WHAT IS BEING ASKED: In the entries below, find the lines with the word "Number" and copy them.

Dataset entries
★ ★ ★
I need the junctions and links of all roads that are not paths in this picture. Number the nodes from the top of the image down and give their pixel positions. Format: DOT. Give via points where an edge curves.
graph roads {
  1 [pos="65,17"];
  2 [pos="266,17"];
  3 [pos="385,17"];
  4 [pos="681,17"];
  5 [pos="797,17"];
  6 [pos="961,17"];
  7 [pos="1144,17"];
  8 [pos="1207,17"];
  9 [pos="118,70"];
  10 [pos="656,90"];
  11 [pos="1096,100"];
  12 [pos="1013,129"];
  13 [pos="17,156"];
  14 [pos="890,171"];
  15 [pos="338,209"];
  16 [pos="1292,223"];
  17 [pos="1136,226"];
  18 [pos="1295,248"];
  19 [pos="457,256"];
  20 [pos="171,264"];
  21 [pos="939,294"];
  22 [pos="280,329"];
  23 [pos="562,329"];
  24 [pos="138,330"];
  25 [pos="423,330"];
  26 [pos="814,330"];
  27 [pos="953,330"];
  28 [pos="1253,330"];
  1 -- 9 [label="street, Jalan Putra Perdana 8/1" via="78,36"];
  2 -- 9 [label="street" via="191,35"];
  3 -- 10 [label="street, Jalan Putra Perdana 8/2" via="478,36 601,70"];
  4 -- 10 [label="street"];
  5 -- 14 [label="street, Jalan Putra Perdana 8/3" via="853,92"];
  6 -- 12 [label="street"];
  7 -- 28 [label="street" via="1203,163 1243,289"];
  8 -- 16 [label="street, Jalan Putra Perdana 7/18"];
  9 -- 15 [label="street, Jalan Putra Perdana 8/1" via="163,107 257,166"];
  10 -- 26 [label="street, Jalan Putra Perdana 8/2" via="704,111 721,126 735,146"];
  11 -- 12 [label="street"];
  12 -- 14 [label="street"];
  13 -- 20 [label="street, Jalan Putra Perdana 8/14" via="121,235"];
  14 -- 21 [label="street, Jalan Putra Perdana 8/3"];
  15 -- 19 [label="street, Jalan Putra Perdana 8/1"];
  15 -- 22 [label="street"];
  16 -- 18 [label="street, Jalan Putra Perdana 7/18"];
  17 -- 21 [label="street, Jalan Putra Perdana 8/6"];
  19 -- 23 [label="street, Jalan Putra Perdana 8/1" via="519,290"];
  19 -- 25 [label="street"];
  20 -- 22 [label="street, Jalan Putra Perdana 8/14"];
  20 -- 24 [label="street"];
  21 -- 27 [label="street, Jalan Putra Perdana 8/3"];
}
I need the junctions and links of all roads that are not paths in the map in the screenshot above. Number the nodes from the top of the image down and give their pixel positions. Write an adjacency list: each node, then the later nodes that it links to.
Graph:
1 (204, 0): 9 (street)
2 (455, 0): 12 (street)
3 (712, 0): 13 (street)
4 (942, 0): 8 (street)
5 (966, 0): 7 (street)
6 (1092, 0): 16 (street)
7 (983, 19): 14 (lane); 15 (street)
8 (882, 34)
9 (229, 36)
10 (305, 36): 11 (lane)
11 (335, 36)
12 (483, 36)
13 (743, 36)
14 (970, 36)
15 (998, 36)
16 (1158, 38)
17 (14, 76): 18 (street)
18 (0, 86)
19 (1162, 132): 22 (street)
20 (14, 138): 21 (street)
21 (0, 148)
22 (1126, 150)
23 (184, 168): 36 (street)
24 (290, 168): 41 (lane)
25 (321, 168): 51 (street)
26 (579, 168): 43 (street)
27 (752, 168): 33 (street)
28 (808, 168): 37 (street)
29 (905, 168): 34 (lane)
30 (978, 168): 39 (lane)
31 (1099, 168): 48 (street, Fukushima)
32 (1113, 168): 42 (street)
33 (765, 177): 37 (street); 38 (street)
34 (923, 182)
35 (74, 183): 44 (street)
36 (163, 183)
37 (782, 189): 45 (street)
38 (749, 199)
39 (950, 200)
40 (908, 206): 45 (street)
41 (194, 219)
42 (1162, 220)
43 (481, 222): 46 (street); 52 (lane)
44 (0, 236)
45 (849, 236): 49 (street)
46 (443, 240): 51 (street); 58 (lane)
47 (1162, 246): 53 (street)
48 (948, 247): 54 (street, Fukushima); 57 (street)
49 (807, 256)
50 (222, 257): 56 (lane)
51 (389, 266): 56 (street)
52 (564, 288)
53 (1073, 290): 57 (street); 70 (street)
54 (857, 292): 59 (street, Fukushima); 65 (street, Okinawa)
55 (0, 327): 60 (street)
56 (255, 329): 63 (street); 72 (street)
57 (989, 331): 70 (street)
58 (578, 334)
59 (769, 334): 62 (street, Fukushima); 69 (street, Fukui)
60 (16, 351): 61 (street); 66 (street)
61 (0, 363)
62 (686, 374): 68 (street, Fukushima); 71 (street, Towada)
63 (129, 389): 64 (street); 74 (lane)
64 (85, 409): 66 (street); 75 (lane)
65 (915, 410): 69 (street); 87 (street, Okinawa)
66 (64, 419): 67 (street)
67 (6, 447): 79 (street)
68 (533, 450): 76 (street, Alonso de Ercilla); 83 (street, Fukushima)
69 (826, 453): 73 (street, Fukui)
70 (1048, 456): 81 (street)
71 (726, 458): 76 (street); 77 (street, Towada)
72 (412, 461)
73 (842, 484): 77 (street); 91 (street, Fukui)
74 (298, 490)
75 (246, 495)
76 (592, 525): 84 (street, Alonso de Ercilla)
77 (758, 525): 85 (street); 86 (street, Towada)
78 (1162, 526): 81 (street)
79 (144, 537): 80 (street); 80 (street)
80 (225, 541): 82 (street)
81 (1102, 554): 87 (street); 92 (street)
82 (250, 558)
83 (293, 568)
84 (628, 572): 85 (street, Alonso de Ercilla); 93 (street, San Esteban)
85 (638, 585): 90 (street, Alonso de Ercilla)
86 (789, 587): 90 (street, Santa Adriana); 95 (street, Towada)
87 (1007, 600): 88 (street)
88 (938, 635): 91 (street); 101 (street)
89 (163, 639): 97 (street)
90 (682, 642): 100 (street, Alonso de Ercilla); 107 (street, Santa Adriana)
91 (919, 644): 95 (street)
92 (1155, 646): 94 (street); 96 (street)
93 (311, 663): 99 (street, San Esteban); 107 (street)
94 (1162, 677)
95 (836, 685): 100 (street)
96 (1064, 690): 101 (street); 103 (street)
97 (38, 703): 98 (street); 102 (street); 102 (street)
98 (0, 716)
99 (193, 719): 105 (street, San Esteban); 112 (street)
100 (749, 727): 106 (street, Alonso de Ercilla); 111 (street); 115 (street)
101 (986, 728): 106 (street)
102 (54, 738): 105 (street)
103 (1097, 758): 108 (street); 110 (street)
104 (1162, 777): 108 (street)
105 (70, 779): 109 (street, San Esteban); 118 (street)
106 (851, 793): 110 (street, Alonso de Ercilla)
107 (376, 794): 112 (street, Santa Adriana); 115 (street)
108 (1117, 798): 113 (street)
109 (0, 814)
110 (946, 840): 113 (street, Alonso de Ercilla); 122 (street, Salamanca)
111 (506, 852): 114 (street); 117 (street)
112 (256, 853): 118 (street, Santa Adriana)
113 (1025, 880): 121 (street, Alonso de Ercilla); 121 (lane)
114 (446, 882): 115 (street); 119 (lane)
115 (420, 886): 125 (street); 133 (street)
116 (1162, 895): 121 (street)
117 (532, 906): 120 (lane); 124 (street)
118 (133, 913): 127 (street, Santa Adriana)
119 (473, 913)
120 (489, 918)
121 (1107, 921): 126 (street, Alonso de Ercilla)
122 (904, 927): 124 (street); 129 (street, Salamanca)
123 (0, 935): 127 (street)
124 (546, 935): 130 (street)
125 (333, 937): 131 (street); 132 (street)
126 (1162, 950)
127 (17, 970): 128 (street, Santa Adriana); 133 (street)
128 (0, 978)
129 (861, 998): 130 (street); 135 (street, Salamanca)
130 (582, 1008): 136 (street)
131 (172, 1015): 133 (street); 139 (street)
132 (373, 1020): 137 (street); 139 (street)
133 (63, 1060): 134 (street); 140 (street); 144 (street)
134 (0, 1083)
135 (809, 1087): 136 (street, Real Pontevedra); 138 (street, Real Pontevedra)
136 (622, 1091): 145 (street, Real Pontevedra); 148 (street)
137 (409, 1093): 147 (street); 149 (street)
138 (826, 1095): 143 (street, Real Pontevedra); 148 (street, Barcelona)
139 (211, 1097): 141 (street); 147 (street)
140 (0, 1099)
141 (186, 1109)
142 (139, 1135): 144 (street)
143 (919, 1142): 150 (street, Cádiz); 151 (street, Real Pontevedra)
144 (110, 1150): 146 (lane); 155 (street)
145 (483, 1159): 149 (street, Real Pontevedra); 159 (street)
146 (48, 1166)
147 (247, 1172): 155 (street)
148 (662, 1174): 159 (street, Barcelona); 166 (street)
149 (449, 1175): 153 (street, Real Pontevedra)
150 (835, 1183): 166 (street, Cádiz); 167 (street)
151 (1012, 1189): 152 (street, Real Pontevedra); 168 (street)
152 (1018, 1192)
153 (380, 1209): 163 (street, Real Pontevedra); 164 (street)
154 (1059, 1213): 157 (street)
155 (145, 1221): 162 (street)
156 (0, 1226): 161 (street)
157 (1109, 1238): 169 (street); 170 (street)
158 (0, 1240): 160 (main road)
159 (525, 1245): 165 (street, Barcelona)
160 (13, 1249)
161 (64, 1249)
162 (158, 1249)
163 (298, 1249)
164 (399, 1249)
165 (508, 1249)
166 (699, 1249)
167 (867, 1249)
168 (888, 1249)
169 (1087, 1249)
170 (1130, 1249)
★ ★ ★
EXERCISE SOLUTION:
I need the junctions and links of all roads that are not paths in this picture. Number the nodes from the top of the image down and give their pixel positions. Format: DOT. Give via points where an edge curves.
I need the junctions and links of all roads that are not paths in the map in the screenshot above. Number the nodes from the top of the image down and give their pixel positions. Write an adjacency list: each node, then the later nodes that it links to.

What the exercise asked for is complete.